Contradicting Motivations in Civic Tech Software Development: Analysis of a Grassroots Project

Figure: Civic tech software design activity system Figure: Civic tech software design activity system, as modeled with activity theory

Volunteers can create change in their community or globally, but steering volunteer technology projects can be a challenge. In this case study, we set out to find out which kind of friction might occur during civic tech projects and in which project stages this might occur.

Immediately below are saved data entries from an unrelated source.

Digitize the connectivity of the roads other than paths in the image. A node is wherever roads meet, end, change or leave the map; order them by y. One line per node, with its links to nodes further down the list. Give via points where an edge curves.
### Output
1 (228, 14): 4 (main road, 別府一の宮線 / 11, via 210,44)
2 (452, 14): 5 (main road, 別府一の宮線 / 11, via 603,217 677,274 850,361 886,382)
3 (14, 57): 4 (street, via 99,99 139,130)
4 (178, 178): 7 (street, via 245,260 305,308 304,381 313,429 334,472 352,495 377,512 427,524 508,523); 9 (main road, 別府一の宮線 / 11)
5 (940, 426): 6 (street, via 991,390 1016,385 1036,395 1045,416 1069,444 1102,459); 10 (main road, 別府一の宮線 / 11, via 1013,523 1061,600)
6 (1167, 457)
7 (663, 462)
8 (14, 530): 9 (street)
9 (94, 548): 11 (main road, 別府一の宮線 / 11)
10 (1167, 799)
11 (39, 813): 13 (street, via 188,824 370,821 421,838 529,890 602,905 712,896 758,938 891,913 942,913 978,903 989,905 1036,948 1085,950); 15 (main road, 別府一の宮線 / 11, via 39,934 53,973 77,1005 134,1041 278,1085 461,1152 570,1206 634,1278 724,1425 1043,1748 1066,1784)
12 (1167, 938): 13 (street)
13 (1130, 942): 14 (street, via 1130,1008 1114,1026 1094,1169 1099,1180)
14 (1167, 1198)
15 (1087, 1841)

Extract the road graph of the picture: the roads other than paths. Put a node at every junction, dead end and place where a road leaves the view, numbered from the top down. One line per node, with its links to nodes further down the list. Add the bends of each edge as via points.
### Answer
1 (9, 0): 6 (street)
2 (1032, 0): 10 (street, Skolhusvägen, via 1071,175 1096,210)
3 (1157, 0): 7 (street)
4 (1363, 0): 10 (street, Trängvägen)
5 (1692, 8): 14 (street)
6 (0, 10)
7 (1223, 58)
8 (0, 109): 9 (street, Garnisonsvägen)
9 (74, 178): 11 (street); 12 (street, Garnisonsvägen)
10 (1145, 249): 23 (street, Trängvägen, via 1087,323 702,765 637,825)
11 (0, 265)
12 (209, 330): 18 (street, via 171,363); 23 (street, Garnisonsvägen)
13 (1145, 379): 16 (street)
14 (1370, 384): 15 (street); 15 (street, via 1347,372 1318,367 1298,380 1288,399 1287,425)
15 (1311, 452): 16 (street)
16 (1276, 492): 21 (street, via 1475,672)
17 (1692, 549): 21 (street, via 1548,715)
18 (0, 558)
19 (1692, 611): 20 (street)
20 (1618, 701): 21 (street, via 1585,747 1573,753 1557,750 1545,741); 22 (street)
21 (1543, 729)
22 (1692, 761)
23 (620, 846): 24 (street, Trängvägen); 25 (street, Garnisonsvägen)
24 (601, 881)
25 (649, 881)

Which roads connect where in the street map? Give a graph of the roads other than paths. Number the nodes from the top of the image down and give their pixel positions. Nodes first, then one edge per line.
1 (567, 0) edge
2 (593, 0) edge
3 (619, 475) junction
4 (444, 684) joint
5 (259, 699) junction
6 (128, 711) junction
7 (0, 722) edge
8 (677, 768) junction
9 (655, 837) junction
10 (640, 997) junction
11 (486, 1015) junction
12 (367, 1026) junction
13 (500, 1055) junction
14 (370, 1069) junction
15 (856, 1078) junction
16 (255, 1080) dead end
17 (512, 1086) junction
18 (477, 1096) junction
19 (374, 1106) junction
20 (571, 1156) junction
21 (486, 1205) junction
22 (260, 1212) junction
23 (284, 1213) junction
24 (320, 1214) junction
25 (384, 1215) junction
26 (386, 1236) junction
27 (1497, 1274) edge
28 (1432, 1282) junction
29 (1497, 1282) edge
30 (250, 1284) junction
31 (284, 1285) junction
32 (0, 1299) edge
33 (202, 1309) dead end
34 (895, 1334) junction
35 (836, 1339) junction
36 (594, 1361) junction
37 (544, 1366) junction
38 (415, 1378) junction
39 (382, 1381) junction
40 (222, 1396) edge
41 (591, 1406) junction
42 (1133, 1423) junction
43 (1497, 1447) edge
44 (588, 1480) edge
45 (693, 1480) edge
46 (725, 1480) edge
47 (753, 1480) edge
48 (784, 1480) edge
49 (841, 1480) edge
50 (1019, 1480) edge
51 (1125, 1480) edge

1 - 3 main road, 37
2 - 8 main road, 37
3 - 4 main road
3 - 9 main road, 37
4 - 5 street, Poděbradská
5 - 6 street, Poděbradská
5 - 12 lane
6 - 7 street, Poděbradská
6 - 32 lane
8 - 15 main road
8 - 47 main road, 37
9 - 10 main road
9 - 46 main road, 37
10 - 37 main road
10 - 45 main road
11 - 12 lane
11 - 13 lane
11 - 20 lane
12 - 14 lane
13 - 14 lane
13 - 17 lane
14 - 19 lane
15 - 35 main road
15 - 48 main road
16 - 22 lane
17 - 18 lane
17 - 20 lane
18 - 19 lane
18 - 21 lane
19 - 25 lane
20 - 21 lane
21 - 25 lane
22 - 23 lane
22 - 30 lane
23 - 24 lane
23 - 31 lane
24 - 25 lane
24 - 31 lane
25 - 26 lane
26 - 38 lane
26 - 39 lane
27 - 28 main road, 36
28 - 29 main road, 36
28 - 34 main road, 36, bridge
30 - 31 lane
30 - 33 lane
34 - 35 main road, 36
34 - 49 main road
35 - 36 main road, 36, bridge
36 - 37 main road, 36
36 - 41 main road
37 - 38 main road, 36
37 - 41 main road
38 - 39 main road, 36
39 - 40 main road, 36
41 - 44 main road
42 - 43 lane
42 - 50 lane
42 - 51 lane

We applied Engeström’s expanded activity theory as a theoretical lens to analyze motivations, how they relate to for example group goals or development tool supported processes, and what contradictions emerge. Participants agreed on big picture motivations, such as learning new skills or improving the community. The main contradictions occurred inside activity systems on details of implementation, instead of big picture motivations. Two most significant contradictions involved planning, and converging on design and technical approaches. These findings demonstrate the value of examining civic tech development processes as evolving activity systems.

Initial Recommendations

Our recommendations for practice are what perhaps professionals in established volunteering and non-government organisations already know: Have skilled and committed facilitators that can keep volunteers pointed in the same direction and sustain participant engagement. Based on our case study, it appears that it is essential to have: efficient communicators, shared task management tools, and a compromise on technologies that most participants can commit to. Finding an acceptable lowest common technology denominator is important, since participant skill levels in civic tech can vary.

Read More

An open access version of the paper is available in arXiv.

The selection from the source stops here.